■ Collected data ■

※

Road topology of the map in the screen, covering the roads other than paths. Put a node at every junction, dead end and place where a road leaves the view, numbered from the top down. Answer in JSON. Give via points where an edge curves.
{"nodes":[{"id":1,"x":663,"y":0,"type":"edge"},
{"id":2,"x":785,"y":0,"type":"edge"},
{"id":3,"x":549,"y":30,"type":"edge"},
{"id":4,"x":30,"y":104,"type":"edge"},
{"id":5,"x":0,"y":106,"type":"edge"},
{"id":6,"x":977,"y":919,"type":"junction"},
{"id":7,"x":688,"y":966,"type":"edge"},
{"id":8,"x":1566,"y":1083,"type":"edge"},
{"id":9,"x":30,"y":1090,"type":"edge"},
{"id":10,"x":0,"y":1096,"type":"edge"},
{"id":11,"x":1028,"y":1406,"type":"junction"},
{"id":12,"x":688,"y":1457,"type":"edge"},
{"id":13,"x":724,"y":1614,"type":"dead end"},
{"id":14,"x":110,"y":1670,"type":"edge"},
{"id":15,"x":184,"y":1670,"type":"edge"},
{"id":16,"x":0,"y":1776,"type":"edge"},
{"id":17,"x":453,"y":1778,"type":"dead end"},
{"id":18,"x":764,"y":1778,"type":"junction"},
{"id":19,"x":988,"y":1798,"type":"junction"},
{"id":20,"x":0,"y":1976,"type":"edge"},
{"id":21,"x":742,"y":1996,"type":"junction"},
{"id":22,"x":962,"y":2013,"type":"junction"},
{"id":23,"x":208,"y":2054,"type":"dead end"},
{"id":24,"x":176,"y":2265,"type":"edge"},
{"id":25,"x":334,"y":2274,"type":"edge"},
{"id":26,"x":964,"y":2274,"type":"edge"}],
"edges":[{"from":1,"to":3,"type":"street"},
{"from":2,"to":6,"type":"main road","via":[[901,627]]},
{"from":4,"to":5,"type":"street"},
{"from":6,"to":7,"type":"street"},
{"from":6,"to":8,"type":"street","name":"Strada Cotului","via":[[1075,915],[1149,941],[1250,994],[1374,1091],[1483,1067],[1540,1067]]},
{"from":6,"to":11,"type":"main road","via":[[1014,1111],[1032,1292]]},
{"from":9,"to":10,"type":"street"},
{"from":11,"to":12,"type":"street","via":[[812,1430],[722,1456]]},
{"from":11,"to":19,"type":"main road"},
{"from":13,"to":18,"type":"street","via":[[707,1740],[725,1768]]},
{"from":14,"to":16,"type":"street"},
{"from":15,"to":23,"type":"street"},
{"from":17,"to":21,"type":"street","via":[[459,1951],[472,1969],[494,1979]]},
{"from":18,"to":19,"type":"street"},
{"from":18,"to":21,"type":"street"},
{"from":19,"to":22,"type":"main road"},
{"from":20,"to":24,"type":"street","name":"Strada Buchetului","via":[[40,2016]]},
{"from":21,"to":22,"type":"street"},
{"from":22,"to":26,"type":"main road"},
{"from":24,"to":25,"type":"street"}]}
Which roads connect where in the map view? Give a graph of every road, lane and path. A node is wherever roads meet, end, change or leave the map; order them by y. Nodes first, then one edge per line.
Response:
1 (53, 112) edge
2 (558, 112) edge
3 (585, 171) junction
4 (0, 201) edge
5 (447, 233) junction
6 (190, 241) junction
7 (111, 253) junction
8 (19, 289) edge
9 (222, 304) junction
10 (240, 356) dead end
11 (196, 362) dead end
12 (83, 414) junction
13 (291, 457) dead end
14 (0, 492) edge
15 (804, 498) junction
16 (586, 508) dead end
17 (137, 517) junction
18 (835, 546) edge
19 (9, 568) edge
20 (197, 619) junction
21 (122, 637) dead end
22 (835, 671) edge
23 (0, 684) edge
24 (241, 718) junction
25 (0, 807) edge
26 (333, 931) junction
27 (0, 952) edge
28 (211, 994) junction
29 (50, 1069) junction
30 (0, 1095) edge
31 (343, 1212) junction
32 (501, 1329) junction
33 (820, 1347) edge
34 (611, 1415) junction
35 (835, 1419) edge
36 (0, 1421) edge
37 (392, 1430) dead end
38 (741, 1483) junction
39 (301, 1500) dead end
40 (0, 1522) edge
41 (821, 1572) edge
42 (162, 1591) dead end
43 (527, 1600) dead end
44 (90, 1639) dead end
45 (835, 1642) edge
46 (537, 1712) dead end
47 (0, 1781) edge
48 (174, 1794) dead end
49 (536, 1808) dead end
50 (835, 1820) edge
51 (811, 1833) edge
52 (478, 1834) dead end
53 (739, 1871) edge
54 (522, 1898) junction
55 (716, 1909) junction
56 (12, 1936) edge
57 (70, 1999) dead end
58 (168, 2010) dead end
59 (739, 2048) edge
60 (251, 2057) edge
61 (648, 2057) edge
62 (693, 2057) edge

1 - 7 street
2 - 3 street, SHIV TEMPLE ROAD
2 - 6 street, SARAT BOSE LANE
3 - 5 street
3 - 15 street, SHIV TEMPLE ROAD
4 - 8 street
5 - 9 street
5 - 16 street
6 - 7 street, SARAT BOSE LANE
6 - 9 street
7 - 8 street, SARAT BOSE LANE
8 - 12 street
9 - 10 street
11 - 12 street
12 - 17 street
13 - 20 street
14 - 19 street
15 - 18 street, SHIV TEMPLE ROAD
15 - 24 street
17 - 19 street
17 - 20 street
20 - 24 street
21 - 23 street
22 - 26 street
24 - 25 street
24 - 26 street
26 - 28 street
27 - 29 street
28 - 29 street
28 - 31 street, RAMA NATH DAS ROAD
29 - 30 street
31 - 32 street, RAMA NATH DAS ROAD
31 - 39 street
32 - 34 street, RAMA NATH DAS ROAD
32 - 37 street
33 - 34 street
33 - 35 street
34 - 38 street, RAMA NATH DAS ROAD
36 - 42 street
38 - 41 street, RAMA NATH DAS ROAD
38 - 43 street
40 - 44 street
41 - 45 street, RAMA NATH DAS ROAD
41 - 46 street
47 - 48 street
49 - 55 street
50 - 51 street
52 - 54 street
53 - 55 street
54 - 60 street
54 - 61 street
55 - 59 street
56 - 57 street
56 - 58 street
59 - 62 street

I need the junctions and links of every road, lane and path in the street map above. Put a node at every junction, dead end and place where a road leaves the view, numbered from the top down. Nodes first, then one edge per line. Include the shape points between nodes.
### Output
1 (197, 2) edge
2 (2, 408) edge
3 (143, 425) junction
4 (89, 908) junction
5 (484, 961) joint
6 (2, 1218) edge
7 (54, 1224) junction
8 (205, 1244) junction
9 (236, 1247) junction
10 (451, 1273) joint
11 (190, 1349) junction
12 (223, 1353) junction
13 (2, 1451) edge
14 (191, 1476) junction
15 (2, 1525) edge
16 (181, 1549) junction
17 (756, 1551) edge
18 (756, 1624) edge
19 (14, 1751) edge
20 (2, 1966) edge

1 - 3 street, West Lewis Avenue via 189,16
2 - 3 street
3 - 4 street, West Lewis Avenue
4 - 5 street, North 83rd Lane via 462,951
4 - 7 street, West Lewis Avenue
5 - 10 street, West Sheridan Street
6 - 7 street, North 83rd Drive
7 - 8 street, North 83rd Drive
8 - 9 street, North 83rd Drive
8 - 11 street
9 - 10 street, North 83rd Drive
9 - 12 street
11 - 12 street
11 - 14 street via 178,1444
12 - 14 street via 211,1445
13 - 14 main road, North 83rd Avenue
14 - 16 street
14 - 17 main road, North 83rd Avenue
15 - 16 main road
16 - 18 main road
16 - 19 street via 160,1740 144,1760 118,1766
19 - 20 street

※

■ Exercise prompt ■
Write out each record again, keeping every word as it is.

■ Result ■
Road topology of the map in the screen, covering the roads other than paths. Put a node at every junction, dead end and place where a road leaves the view, numbered from the top down. Answer in JSON. Give via points where an edge curves.
{"nodes":[{"id":1,"x":663,"y":0,"type":"edge"},
{"id":2,"x":785,"y":0,"type":"edge"},
{"id":3,"x":549,"y":30,"type":"edge"},
{"id":4,"x":30,"y":104,"type":"edge"},
{"id":5,"x":0,"y":106,"type":"edge"},
{"id":6,"x":977,"y":919,"type":"junction"},
{"id":7,"x":688,"y":966,"type":"edge"},
{"id":8,"x":1566,"y":1083,"type":"edge"},
{"id":9,"x":30,"y":1090,"type":"edge"},
{"id":10,"x":0,"y":1096,"type":"edge"},
{"id":11,"x":1028,"y":1406,"type":"junction"},
{"id":12,"x":688,"y":1457,"type":"edge"},
{"id":13,"x":724,"y":1614,"type":"dead end"},
{"id":14,"x":110,"y":1670,"type":"edge"},
{"id":15,"x":184,"y":1670,"type":"edge"},
{"id":16,"x":0,"y":1776,"type":"edge"},
{"id":17,"x":453,"y":1778,"type":"dead end"},
{"id":18,"x":764,"y":1778,"type":"junction"},
{"id":19,"x":988,"y":1798,"type":"junction"},
{"id":20,"x":0,"y":1976,"type":"edge"},
{"id":21,"x":742,"y":1996,"type":"junction"},
{"id":22,"x":962,"y":2013,"type":"junction"},
{"id":23,"x":208,"y":2054,"type":"dead end"},
{"id":24,"x":176,"y":2265,"type":"edge"},
{"id":25,"x":334,"y":2274,"type":"edge"},
{"id":26,"x":964,"y":2274,"type":"edge"}],
"edges":[{"from":1,"to":3,"type":"street"},
{"from":2,"to":6,"type":"main road","via":[[901,627]]},
{"from":4,"to":5,"type":"street"},
{"from":6,"to":7,"type":"street"},
{"from":6,"to":8,"type":"street","name":"Strada Cotului","via":[[1075,915],[1149,941],[1250,994],[1374,1091],[1483,1067],[1540,1067]]},
{"from":6,"to":11,"type":"main road","via":[[1014,1111],[1032,1292]]},
{"from":9,"to":10,"type":"street"},
{"from":11,"to":12,"type":"street","via":[[812,1430],[722,1456]]},
{"from":11,"to":19,"type":"main road"},
{"from":13,"to":18,"type":"street","via":[[707,1740],[725,1768]]},
{"from":14,"to":16,"type":"street"},
{"from":15,"to":23,"type":"street"},
{"from":17,"to":21,"type":"street","via":[[459,1951],[472,1969],[494,1979]]},
{"from":18,"to":19,"type":"street"},
{"from":18,"to":21,"type":"street"},
{"from":19,"to":22,"type":"main road"},
{"from":20,"to":24,"type":"street","name":"Strada Buchetului","via":[[40,2016]]},
{"from":21,"to":22,"type":"street"},
{"from":22,"to":26,"type":"main road"},
{"from":24,"to":25,"type":"street"}]}
Which roads connect where in the map view? Give a graph of every road, lane and path. A node is wherever roads meet, end, change or leave the map; order them by y. Nodes first, then one edge per line.
Response:
1 (53, 112) edge
2 (558, 112) edge
3 (585, 171) junction
4 (0, 201) edge
5 (447, 233) junction
6 (190, 241) junction
7 (111, 253) junction
8 (19, 289) edge
9 (222, 304) junction
10 (240, 356) dead end
11 (196, 362) dead end
12 (83, 414) junction
13 (291, 457) dead end
14 (0, 492) edge
15 (804, 498) junction
16 (586, 508) dead end
17 (137, 517) junction
18 (835, 546) edge
19 (9, 568) edge
20 (197, 619) junction
21 (122, 637) dead end
22 (835, 671) edge
23 (0, 684) edge
24 (241, 718) junction
25 (0, 807) edge
26 (333, 931) junction
27 (0, 952) edge
28 (211, 994) junction
29 (50, 1069) junction
30 (0, 1095) edge
31 (343, 1212) junction
32 (501, 1329) junction
33 (820, 1347) edge
34 (611, 1415) junction
35 (835, 1419) edge
36 (0, 1421) edge
37 (392, 1430) dead end
38 (741, 1483) junction
39 (301, 1500) dead end
40 (0, 1522) edge
41 (821, 1572) edge
42 (162, 1591) dead end
43 (527, 1600) dead end
44 (90, 1639) dead end
45 (835, 1642) edge
46 (537, 1712) dead end
47 (0, 1781) edge
48 (174, 1794) dead end
49 (536, 1808) dead end
50 (835, 1820) edge
51 (811, 1833) edge
52 (478, 1834) dead end
53 (739, 1871) edge
54 (522, 1898) junction
55 (716, 1909) junction
56 (12, 1936) edge
57 (70, 1999) dead end
58 (168, 2010) dead end
59 (739, 2048) edge
60 (251, 2057) edge
61 (648, 2057) edge
62 (693, 2057) edge

1 - 7 street
2 - 3 street, SHIV TEMPLE ROAD
2 - 6 street, SARAT BOSE LANE
3 - 5 street
3 - 15 street, SHIV TEMPLE ROAD
4 - 8 street
5 - 9 street
5 - 16 street
6 - 7 street, SARAT BOSE LANE
6 - 9 street
7 - 8 street, SARAT BOSE LANE
8 - 12 street
9 - 10 street
11 - 12 street
12 - 17 street
13 - 20 street
14 - 19 street
15 - 18 street, SHIV TEMPLE ROAD
15 - 24 street
17 - 19 street
17 - 20 street
20 - 24 street
21 - 23 street
22 - 26 street
24 - 25 street
24 - 26 street
26 - 28 street
27 - 29 street
28 - 29 street
28 - 31 street, RAMA NATH DAS ROAD
29 - 30 street
31 - 32 street, RAMA NATH DAS ROAD
31 - 39 street
32 - 34 street, RAMA NATH DAS ROAD
32 - 37 street
33 - 34 street
33 - 35 street
34 - 38 street, RAMA NATH DAS ROAD
36 - 42 street
38 - 41 street, RAMA NATH DAS ROAD
38 - 43 street
40 - 44 street
41 - 45 street, RAMA NATH DAS ROAD
41 - 46 street
47 - 48 street
49 - 55 street
50 - 51 street
52 - 54 street
53 - 55 street
54 - 60 street
54 - 61 street
55 - 59 street
56 - 57 street
56 - 58 street
59 - 62 street

I need the junctions and links of every road, lane and path in the street map above. Put a node at every junction, dead end and place where a road leaves the view, numbered from the top down. Nodes first, then one edge per line. Include the shape points between nodes.
### Output
1 (197, 2) edge
2 (2, 408) edge
3 (143, 425) junction
4 (89, 908) junction
5 (484, 961) joint
6 (2, 1218) edge
7 (54, 1224) junction
8 (205, 1244) junction
9 (236, 1247) junction
10 (451, 1273) joint
11 (190, 1349) junction
12 (223, 1353) junction
13 (2, 1451) edge
14 (191, 1476) junction
15 (2, 1525) edge
16 (181, 1549) junction
17 (756, 1551) edge
18 (756, 1624) edge
19 (14, 1751) edge
20 (2, 1966) edge

1 - 3 street, West Lewis Avenue via 189,16
2 - 3 street
3 - 4 street, West Lewis Avenue
4 - 5 street, North 83rd Lane via 462,951
4 - 7 street, West Lewis Avenue
5 - 10 street, West Sheridan Street
6 - 7 street, North 83rd Drive
7 - 8 street, North 83rd Drive
8 - 9 street, North 83rd Drive
8 - 11 street
9 - 10 street, North 83rd Drive
9 - 12 street
11 - 12 street
11 - 14 street via 178,1444
12 - 14 street via 211,1445
13 - 14 main road, North 83rd Avenue
14 - 16 street
14 - 17 main road, North 83rd Avenue
15 - 16 main road
16 - 18 main road
16 - 19 street via 160,1740 144,1760 118,1766
19 - 20 street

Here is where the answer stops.